The remaining arbitrators either hold academic positions (9%) or are (retired) members of the judiciary (9%). The arbitrators from academia exclusively come from civil law jurisdictions. Finally, there are two non-lawyer arbitrators, a civil engineer and a business person, making up the remaining 4%.
Everything You Always Wanted to Know About Sex (But Only Now Are Able To Ask)
Last, but by no means least, I turn to the issue of gender. I did not expect the June 2016 number of 50% female arbitrators in the larger sample, and was curious where this number would come out in the longer run. In our sample of 54 arbitrators, 11 women (20%) have been appointed.
As already mentioned above, all of the presidents appointed by the ICC court were men. The picture is markedly different for sole arbitrators. Six out of the 11 sole arbitrators (55%) appointed by the ICC Court are women. Of the 12 tribunals, eight are all male (67%). In the other four tribunals, the woman arbitrator serves as co arbitrator in three and as president, appointed by her male co-arbitrators, in one case.
Looking at total appointments, the ICC Court went for women in 6 out of 14 cases, that is, in 43% of its appointments. This is way above the ratio of the other appointments: Between them, the parties and co-arbitrators appointed five female arbitrators, from a total of 40 appointments, or in 12.5% of these cases. So from the data, it appears to be clear that the ICC Court as an institution promotes the appointment of women as arbitrators.

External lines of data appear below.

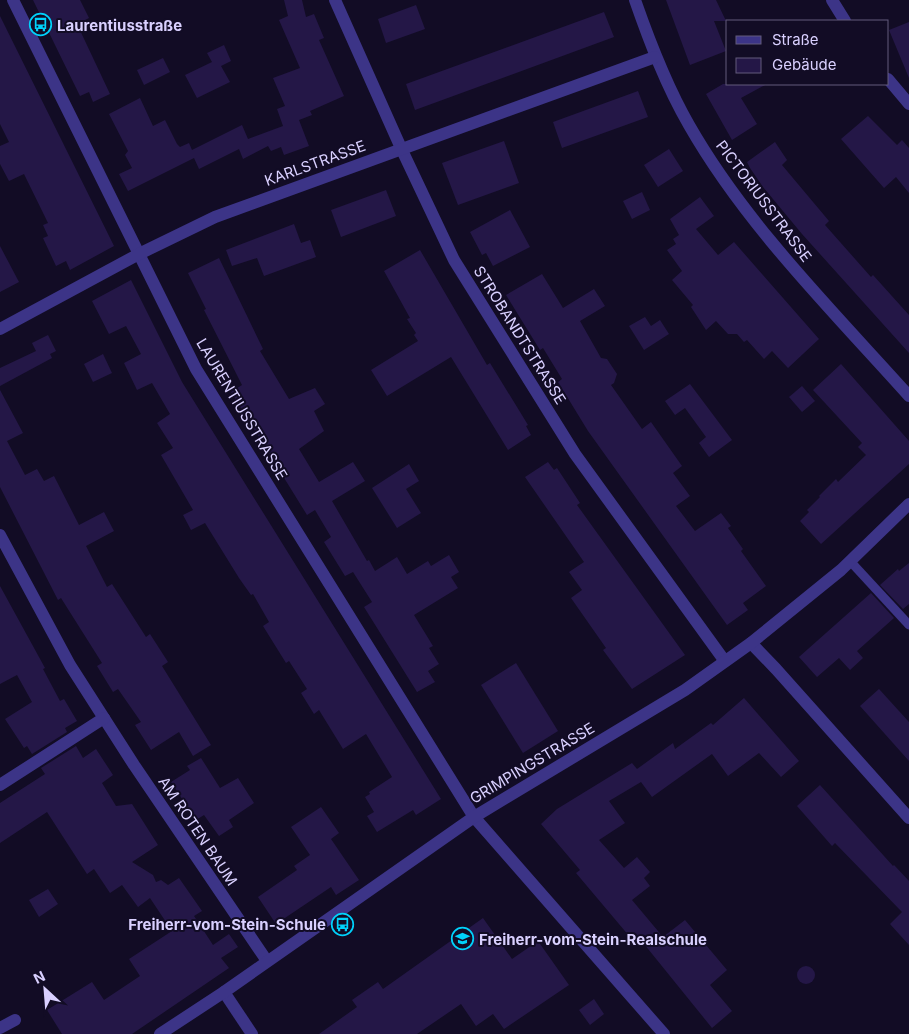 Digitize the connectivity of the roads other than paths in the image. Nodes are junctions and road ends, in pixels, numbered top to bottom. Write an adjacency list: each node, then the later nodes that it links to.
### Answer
1 (13, 0): 10 (street, LAURENTIUSSTRASSE)
2 (336, 0): 9 (street, STROBANDTSTRASSE)
3 (635, 0): 6 (street, PICTORIUSSTRASSE)
4 (832, 0): 5 (street)
5 (844, 20)
6 (655, 57): 9 (street, KARLSTRASSE); 12 (street, PICTORIUSSTRASSE)
7 (889, 80): 8 (street)
8 (909, 104)
9 (400, 148): 10 (street, KARLSTRASSE); 18 (street, STROBANDTSTRASSE)
10 (139, 254): 11 (street, KARLSTRASSE); 21 (street, LAURENTIUSSTRASSE)
11 (0, 329)
12 (909, 396)
13 (909, 504): 15 (street, GRIMPINGSTRASSE)
14 (0, 535): 19 (street, AM ROTEN BAUM)
15 (850, 561): 16 (lane); 17 (street, GRIMPINGSTRASSE)
16 (909, 625)
17 (751, 643): 18 (street, GRIMPINGSTRASSE); 22 (street)
18 (724, 660): 21 (street, GRIMPINGSTRASSE)
19 (104, 718): 20 (street); 23 (street, AM ROTEN BAUM)
20 (0, 785)
21 (474, 818): 23 (street, GRIMPINGSTRASSE); 29 (street, LAURENTIUSSTRASSE)
22 (909, 818)
23 (267, 961): 24 (street, GRIMPINGSTRASSE)
24 (224, 992): 27 (street, GRIMPINGSTRASSE); 28 (street)
25 (15, 1020): 26 (street)
26 (0, 1028)
27 (160, 1034)
28 (252, 1034)
29 (664, 1034) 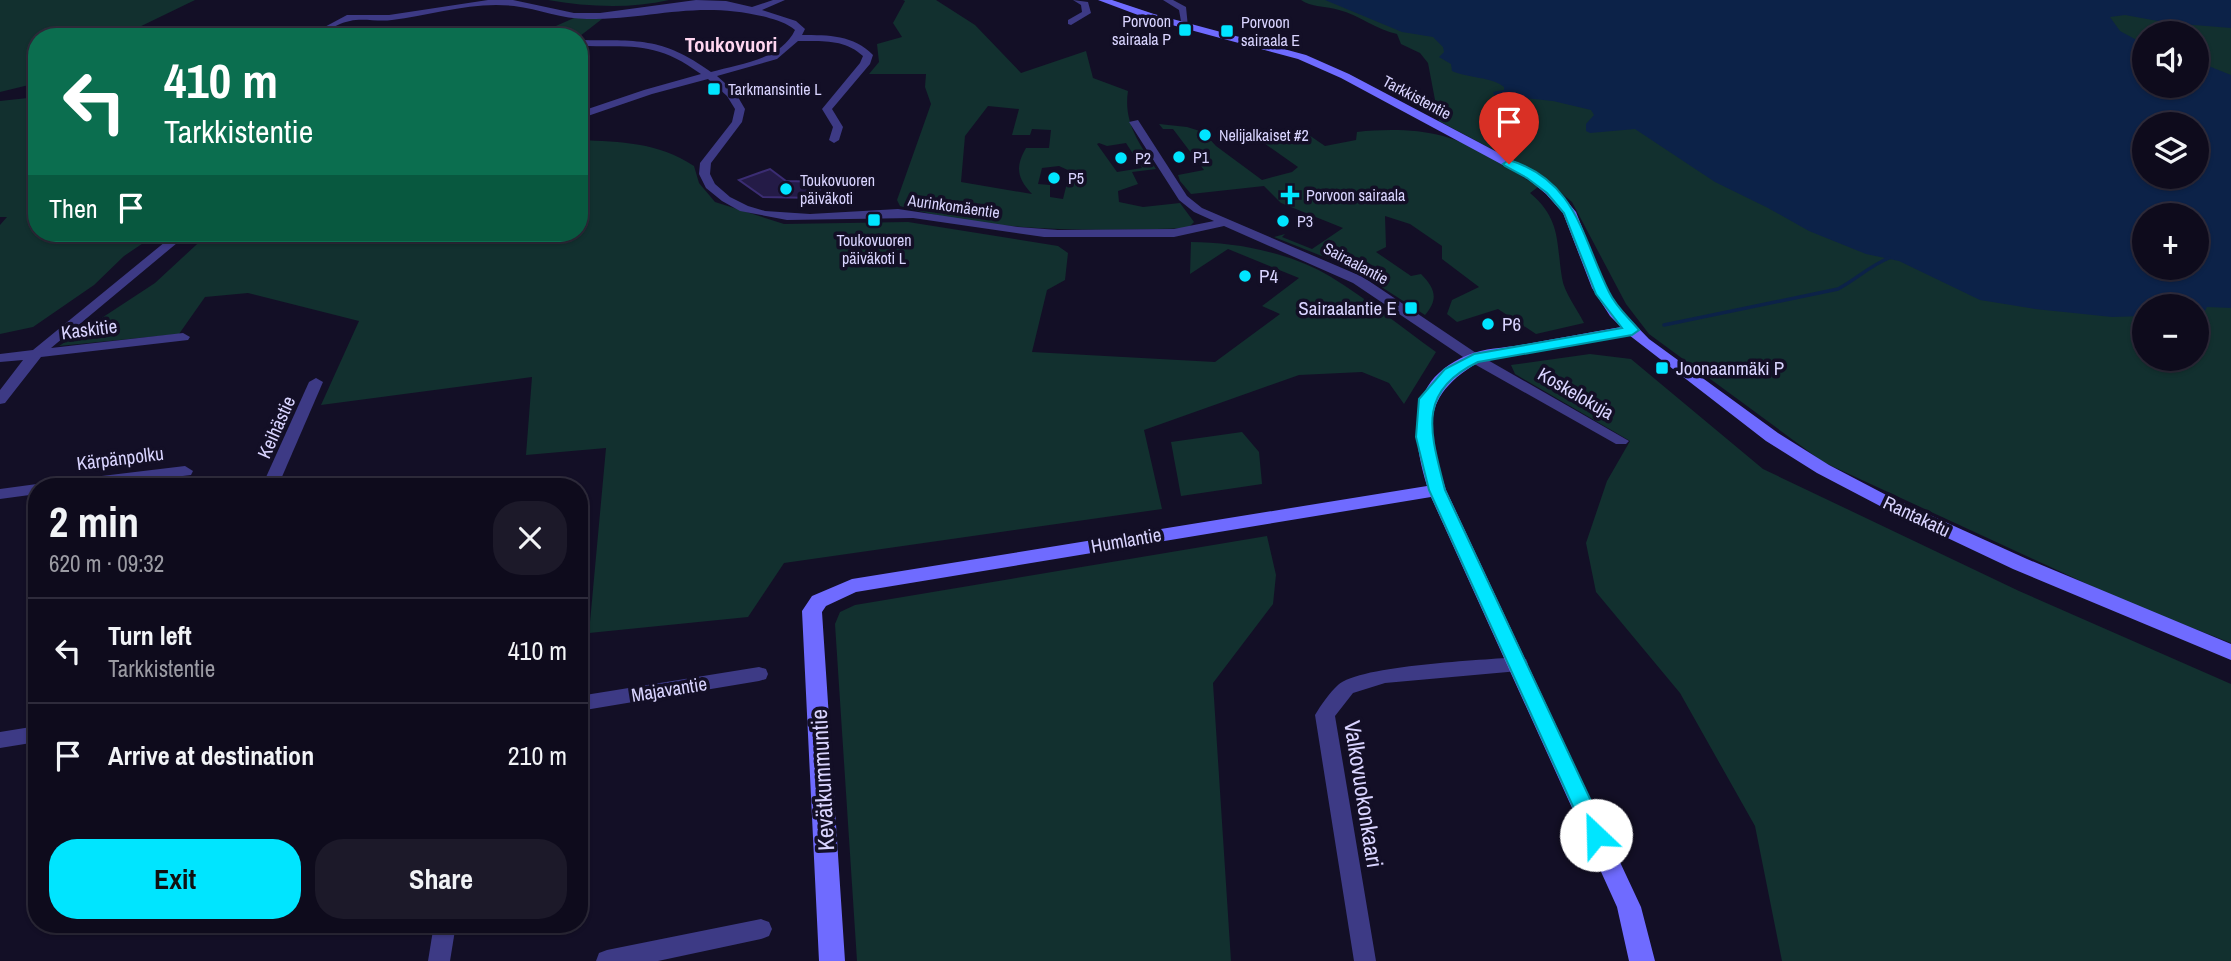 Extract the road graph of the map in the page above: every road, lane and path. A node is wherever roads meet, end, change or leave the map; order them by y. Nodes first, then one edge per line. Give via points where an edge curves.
1 (780, 0) edge
2 (1077, 0) edge
3 (1104, 0) edge
4 (1167, 0) edge
5 (487, 1) edge
6 (753, 10) junction
7 (1071, 22) dead end
8 (1185, 25) junction
9 (328, 28) edge
10 (796, 38) junction
11 (588, 44) edge
12 (708, 75) junction
13 (588, 113) edge
14 (1134, 122) dead end
15 (834, 140) dead end
16 (1223, 222) junction
17 (172, 242) edge
18 (1632, 330) junction
19 (183, 337) dead end
20 (35, 355) junction
21 (0, 358) edge
22 (1474, 358) junction
23 (316, 382) dead end
24 (0, 400) edge
25 (1621, 441) dead end
26 (185, 471) dead end
27 (127, 478) edge
28 (274, 478) edge
29 (28, 490) edge
30 (1437, 490) junction
31 (0, 494) edge
32 (818, 601) joint
33 (2231, 652) edge
34 (1519, 664) junction
35 (759, 674) dead end
36 (588, 702) edge
37 (28, 735) edge
38 (0, 740) edge
39 (761, 929) dead end
40 (444, 933) edge
41 (439, 961) edge
42 (607, 961) edge
43 (832, 961) edge
44 (1365, 961) edge
45 (1642, 961) edge

1 - 6 street
2 - 7 street via 1085,4 1087,13
3 - 8 street, Tarkkistentie
4 - 8 street via 1183,9
5 - 6 street via 582,16 696,3
5 - 9 street via 389,18 347,18
6 - 10 street via 793,23 800,29
8 - 18 street, Tarkkistentie via 1301,57 1345,76 1531,175 1569,212 1602,294
10 - 12 street via 774,57
10 - 15 street via 849,42 868,55 827,109 838,127
11 - 12 street, Aurinkomäentie via 668,50
12 - 13 street
12 - 16 street, Aurinkomäentie via 738,99 741,108 738,121 710,152 704,173 727,200 744,208 792,217 908,214 1021,231 1186,234
14 - 16 street, Sairaalantie via 1183,198
16 - 22 street, Sairaalantie via 1358,280
17 - 20 street
18 - 22 street
18 - 33 street, Rantakatu via 1772,437 1840,478 2020,564
19 - 20 street, Kaskitie
20 - 21 street, Kaskitie
20 - 24 street
22 - 25 street, Koskelokuja
22 - 30 street via 1450,372 1427,399 1424,437
23 - 28 street, Keihästie
26 - 27 street, Kärpänpolku
29 - 31 street
30 - 32 street, Humlantie via 852,586
30 - 34 street
32 - 43 street, Kevätkummuntie via 812,611
34 - 44 street, Valkovuokonkaari via 1385,676 1346,688 1325,715
34 - 45 street via 1629,907
35 - 36 street, Majavantie
37 - 38 street
39 - 42 street
40 - 41 street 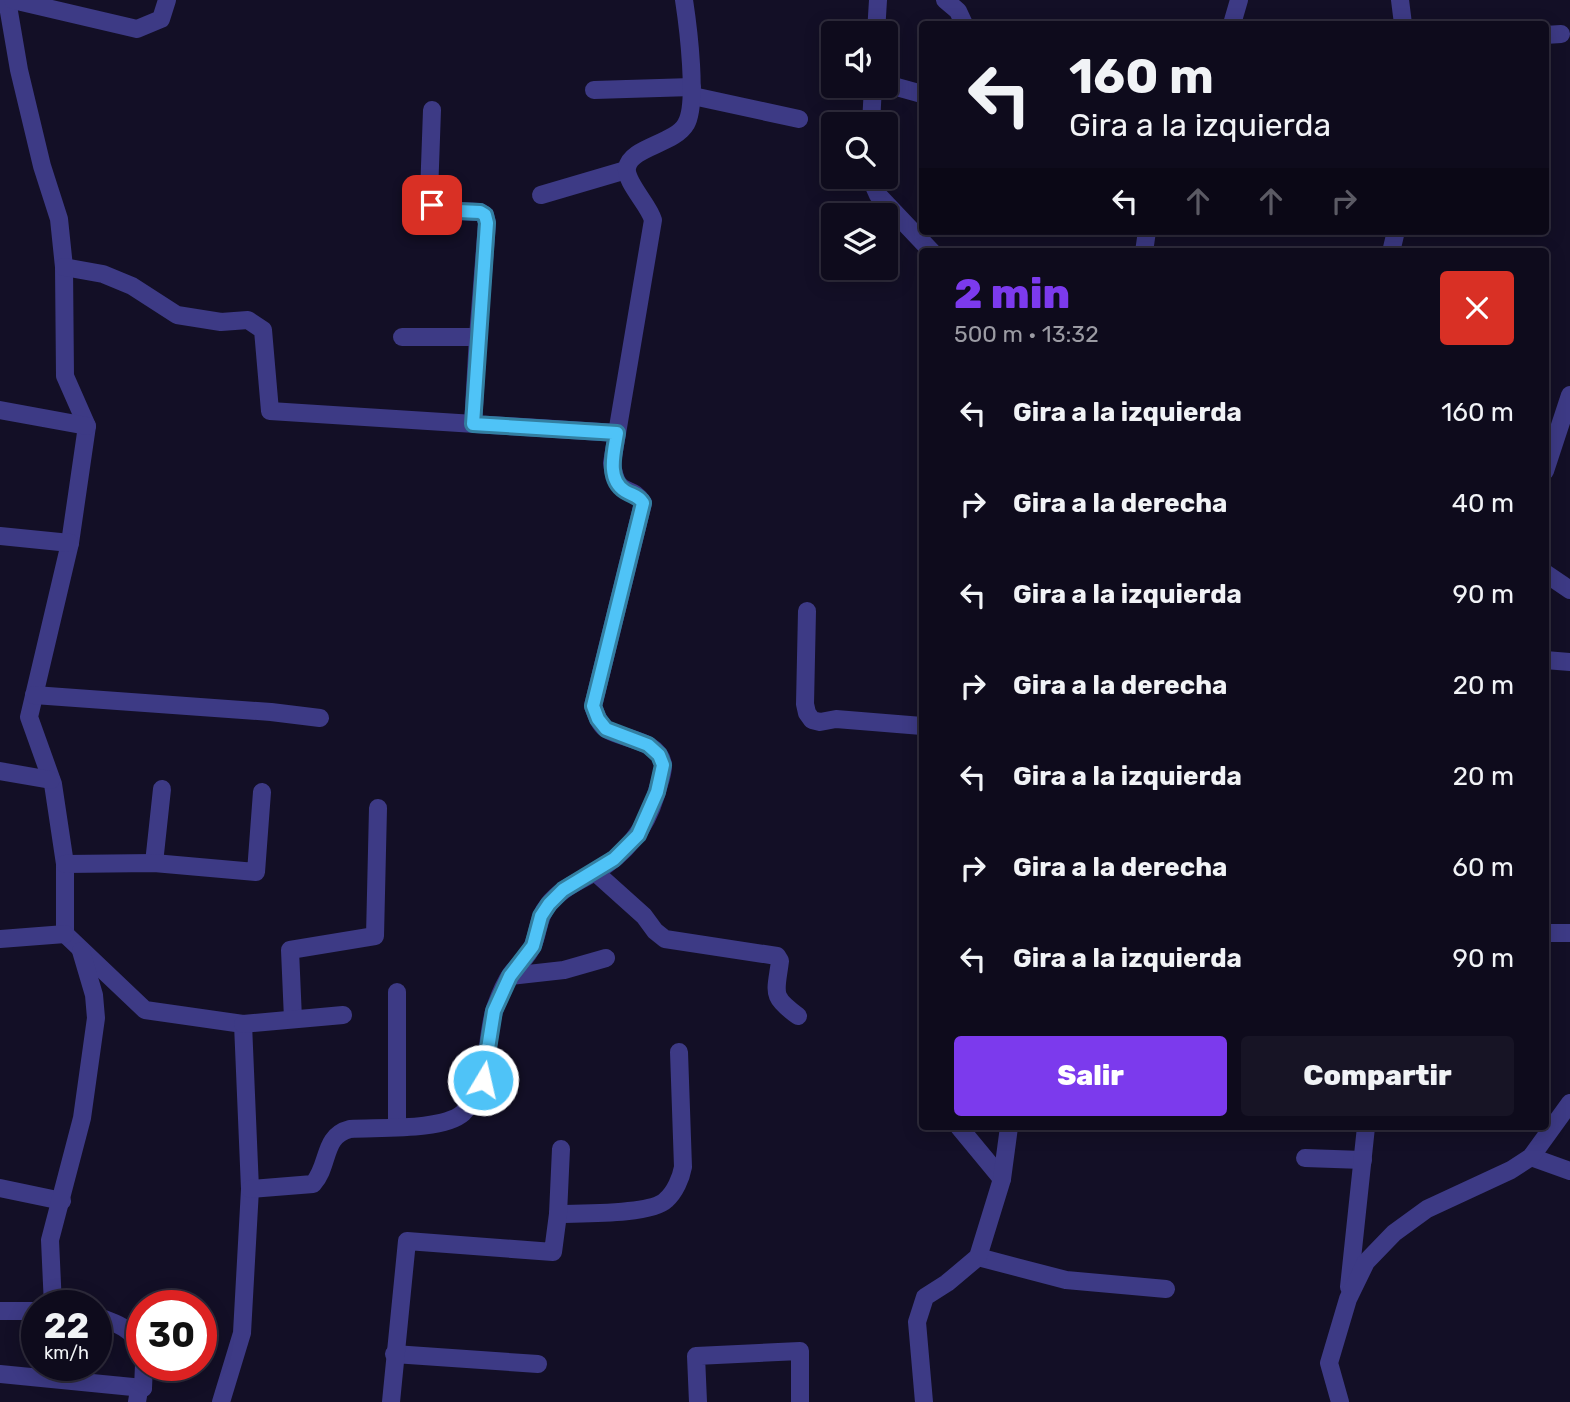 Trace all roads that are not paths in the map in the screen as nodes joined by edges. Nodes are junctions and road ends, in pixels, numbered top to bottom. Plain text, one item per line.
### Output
1 (7, 0) edge
2 (13, 0) edge
3 (167, 0) edge
4 (684, 0) edge
5 (878, 0) edge
6 (945, 0) edge
7 (1239, 0) edge
8 (1400, 0) edge
9 (877, 21) edge
10 (963, 21) edge
11 (1233, 21) edge
12 (1403, 21) edge
13 (898, 87) edge
14 (594, 90) dead end
15 (692, 92) junction
16 (919, 93) edge
17 (432, 110) dead end
18 (799, 120) dead end
19 (626, 170) junction
20 (875, 189) edge
21 (541, 195) dead end
22 (928, 248) edge
23 (64, 267) junction
24 (402, 337) dead end
25 (478, 337) junction
26 (1570, 395) edge
27 (0, 411) edge
28 (473, 424) junction
29 (87, 426) junction
30 (617, 433) junction
31 (1549, 459) edge
32 (0, 536) edge
33 (70, 543) junction
34 (1549, 576) edge
35 (1570, 590) edge
36 (807, 611) dead end
37 (1549, 660) edge
38 (1570, 662) edge
39 (34, 695) junction
40 (320, 718) dead end
41 (919, 726) edge
42 (0, 771) edge
43 (51, 780) junction
44 (162, 789) dead end
45 (262, 792) dead end
46 (378, 808) dead end
47 (154, 863) junction
48 (65, 864) junction
49 (595, 872) junction
50 (1549, 933) edge
51 (1570, 933) edge
52 (65, 934) junction
53 (0, 939) edge
54 (81, 951) junction
55 (606, 958) dead end
56 (510, 976) junction
57 (397, 992) dead end
58 (343, 1015) dead end
59 (798, 1016) dead end
60 (293, 1018) junction
61 (243, 1024) junction
62 (679, 1052) dead end
63 (1570, 1103) edge
64 (397, 1126) junction
65 (961, 1130) edge
66 (1009, 1130) edge
67 (1366, 1130) edge
68 (561, 1149) dead end
69 (1531, 1157) junction
70 (1305, 1158) dead end
71 (1363, 1160) junction
72 (1570, 1171) edge
73 (1002, 1179) junction
74 (0, 1188) edge
75 (250, 1189) junction
76 (62, 1200) junction
77 (558, 1214) junction
78 (978, 1257) junction
79 (1166, 1289) dead end
80 (52, 1290) edge
81 (1348, 1298) junction
82 (0, 1311) edge
83 (21, 1311) edge
84 (394, 1354) junction
85 (537, 1364) dead end
86 (0, 1374) edge
87 (140, 1395) edge
88 (221, 1402) edge
89 (391, 1402) edge
90 (698, 1402) edge
91 (800, 1402) edge
92 (925, 1402) edge
93 (1340, 1402) edge

1 - 23 street
2 - 3 street
4 - 15 street
5 - 9 street
6 - 10 street
7 - 11 street
8 - 12 street
13 - 16 street
14 - 15 street
15 - 18 street
15 - 19 street
17 - 25 street
19 - 21 street
19 - 30 street
20 - 22 street
23 - 28 street
23 - 29 street
24 - 25 street
25 - 28 street
26 - 31 street
27 - 29 street
28 - 30 street
29 - 33 street
30 - 49 street
32 - 33 street
33 - 39 street
34 - 35 street
36 - 41 street
37 - 38 street
39 - 40 street
39 - 43 street
42 - 43 street
43 - 48 street
44 - 47 street
45 - 47 street
46 - 60 street
47 - 48 street
48 - 52 street
49 - 56 street
49 - 59 street
50 - 51 street
52 - 53 street
52 - 54 street
54 - 61 street
54 - 76 street
55 - 56 street
56 - 64 street
57 - 64 street
58 - 60 street
60 - 61 street
61 - 75 street
62 - 77 street
63 - 69 street
64 - 75 street
65 - 73 street
66 - 73 street
67 - 71 street
68 - 77 street
69 - 72 street
69 - 81 street
70 - 71 street
71 - 81 street
73 - 78 street
74 - 76 street
75 - 88 street
76 - 80 street
77 - 84 street
78 - 79 street
78 - 92 street
81 - 93 street
82 - 83 street
84 - 85 street
84 - 89 street
86 - 87 street
90 - 91 street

First, I would like to applaud the ICC for the transparency it has created. It would be good if other institutions were to follow. Other than that, I believe that readers of this blog will have their own ideas, judgements and prejudices on arbitrator appointments in general and institutional policies in particular. It would be nice to hear from you what your reactions are! Ideally, this data will dispel some myths about appointment practices. And the more data becomes available, the more precise the picture will get, allowing us to see trends and patterns – as well as changes of such patterns.
The Sample Data
The chart published by the ICC on its website lists all arbitrators in ICC Arbitration cases registered since January 1, 2016. The data is published once the Terms of Reference have been established. The chart is updated monthly. The Case ID is for publication purposes only and does not reflect the actual ICC case number. Arbitrators with the same Case ID belong to the same arbitral tribunal. The table below represents the publication on the ICC website as of September 9, 2016. ***
* Not all requests for arbitration proceed to the stage where Terms of Reference are agreed, and that is the point at which the ICC data is releases. Thus, my point of reference is not an exact match, and the sample may represent more than 4%, but the number of requests for arbitration is the best representation of the overall case load that I have available for these purposes.
** For example there are, believe it or not, two Swiss attorneys by the name of Lukas Wyss. But since they are both partners in major Swiss law firms, the ambiguity did not impact the analysis. I had to exercise some judgement in allocating arbitrators to one of the categories. For example, I counted arbitrators as being in private practice, if the information on the web created the impression that their academic appointments were ancillary to their work as attorneys.
*** I have omitted the columns on arbitrator and case status from the ICC table (all were active) to improve readability and have corrected some minor errors (confusion of first and family names in cases 18 and 24).